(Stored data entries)
:::

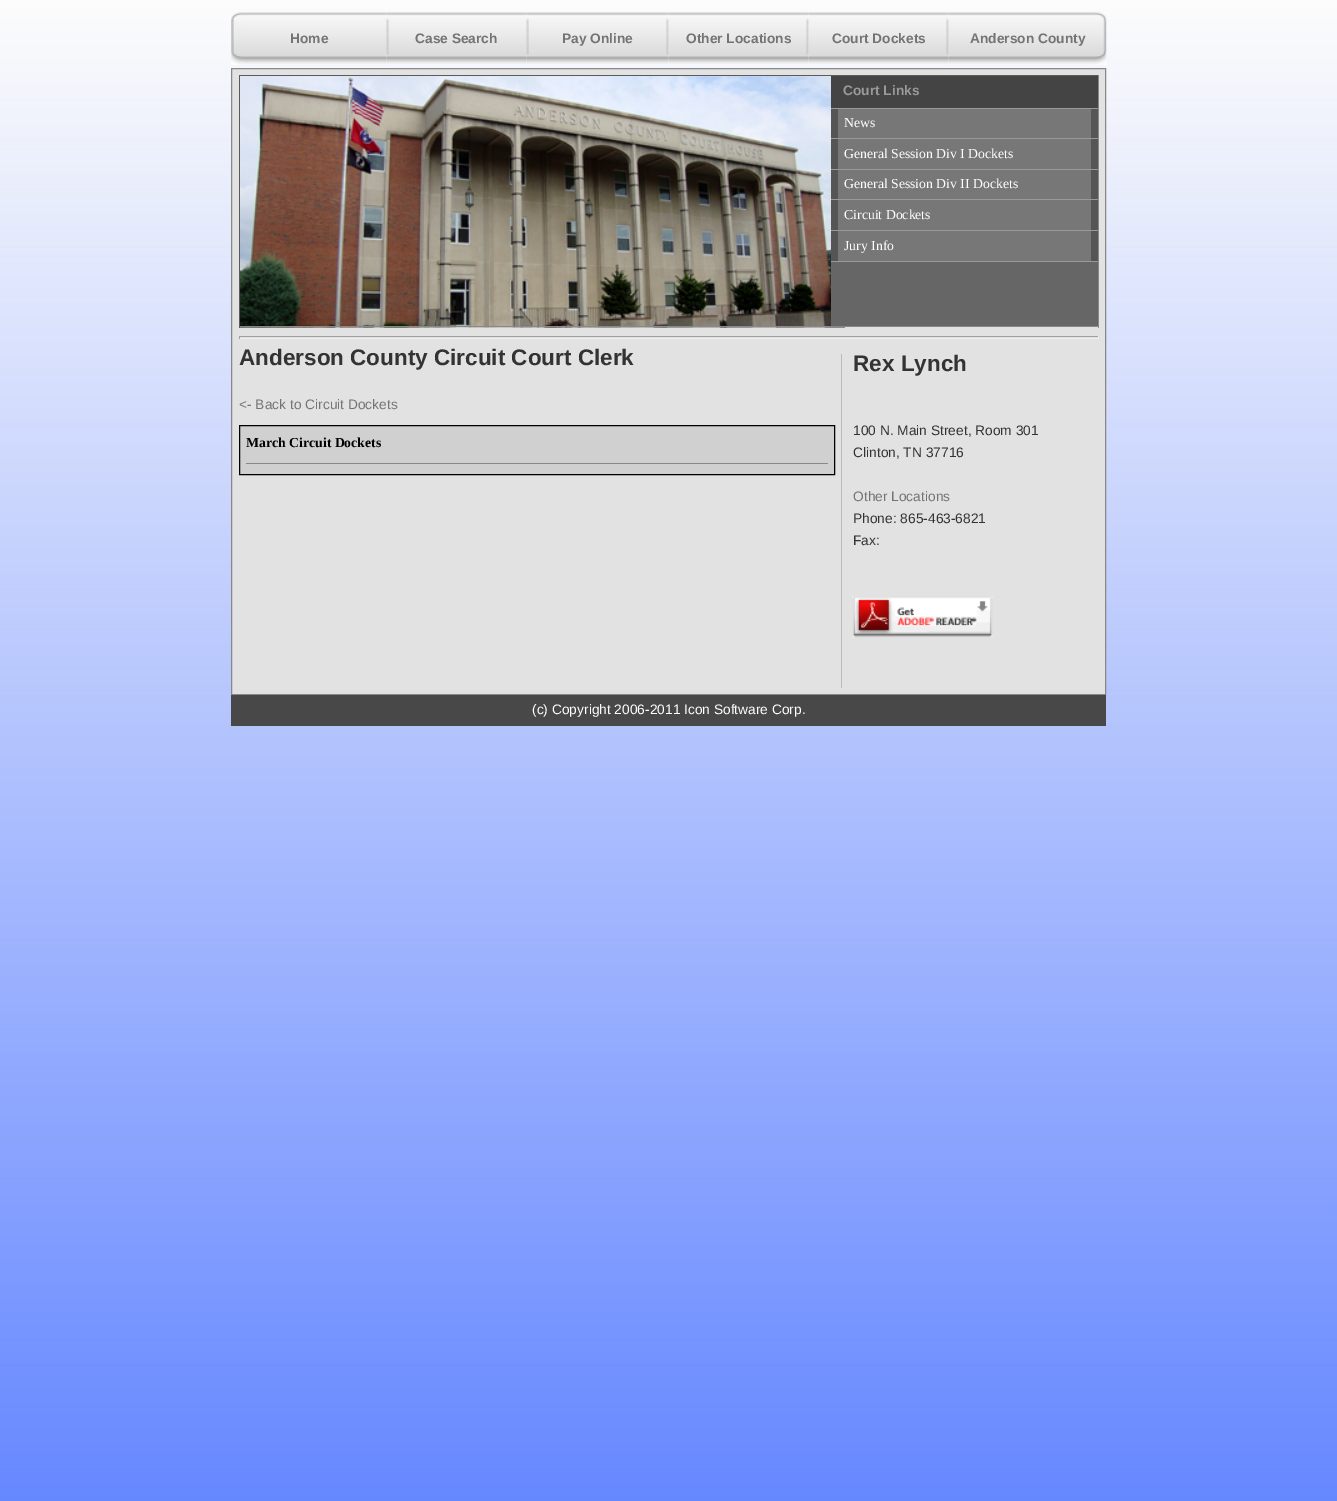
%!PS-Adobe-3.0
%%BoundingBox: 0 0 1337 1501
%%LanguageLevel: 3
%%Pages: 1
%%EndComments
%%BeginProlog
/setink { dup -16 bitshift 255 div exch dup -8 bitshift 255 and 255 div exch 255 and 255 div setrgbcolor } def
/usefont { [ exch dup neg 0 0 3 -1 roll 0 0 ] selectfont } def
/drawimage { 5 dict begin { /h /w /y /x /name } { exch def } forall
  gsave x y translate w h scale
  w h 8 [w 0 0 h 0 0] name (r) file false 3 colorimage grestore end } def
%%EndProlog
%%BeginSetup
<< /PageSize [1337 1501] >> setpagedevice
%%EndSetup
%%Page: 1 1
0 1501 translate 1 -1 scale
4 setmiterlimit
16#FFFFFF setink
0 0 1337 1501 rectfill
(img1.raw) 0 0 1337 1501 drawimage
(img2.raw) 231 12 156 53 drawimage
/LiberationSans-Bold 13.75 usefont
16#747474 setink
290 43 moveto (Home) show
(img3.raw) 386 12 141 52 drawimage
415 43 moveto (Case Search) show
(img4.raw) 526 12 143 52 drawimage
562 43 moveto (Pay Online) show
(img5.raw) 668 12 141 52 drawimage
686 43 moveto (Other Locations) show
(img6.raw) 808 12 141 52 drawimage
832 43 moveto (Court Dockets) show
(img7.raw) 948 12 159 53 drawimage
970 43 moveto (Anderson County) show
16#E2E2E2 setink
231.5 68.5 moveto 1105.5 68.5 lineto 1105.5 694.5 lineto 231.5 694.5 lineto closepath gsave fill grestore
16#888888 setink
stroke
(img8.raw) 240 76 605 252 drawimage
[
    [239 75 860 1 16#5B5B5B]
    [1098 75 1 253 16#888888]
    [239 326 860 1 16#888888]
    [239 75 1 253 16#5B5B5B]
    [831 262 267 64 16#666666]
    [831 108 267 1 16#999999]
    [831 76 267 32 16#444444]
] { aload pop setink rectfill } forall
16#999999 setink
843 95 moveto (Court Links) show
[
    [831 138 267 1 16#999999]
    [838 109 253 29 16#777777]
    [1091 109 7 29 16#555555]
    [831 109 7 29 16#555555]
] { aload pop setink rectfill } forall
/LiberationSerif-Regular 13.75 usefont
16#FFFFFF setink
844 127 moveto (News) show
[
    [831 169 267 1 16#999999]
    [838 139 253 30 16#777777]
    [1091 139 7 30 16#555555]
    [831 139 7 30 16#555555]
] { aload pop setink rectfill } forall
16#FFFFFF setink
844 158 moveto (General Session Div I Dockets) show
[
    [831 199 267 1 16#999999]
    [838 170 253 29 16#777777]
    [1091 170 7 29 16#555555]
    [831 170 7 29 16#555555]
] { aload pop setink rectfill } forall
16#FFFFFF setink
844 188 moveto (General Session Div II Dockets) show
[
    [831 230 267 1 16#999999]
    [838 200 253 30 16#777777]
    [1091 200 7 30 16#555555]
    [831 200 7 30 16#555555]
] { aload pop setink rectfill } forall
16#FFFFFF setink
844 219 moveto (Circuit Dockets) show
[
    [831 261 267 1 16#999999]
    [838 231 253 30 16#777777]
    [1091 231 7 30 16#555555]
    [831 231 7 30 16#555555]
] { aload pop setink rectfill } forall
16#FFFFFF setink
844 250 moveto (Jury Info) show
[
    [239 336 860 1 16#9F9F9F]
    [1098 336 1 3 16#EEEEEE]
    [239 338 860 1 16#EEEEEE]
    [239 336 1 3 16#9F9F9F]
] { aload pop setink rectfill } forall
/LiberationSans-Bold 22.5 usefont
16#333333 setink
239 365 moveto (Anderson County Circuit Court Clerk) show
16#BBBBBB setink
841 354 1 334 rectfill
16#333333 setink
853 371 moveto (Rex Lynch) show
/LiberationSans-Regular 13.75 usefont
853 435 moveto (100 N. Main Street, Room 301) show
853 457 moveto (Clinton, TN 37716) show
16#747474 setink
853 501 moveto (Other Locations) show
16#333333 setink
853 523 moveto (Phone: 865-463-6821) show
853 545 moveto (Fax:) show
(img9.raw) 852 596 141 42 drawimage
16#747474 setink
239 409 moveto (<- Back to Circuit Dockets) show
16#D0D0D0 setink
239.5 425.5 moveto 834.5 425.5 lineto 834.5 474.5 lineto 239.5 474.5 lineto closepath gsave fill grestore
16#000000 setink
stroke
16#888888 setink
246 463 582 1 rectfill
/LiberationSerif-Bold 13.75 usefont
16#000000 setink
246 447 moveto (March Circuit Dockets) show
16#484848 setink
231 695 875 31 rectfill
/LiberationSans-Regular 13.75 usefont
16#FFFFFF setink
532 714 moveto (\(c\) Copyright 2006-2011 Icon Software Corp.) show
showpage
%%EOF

:::

* _Task to complete_
Scan the data, and report each line that uses the word "scale".

* _Exercise result_
  gsave x y translate w h scale
0 1501 translate 1 -1 scale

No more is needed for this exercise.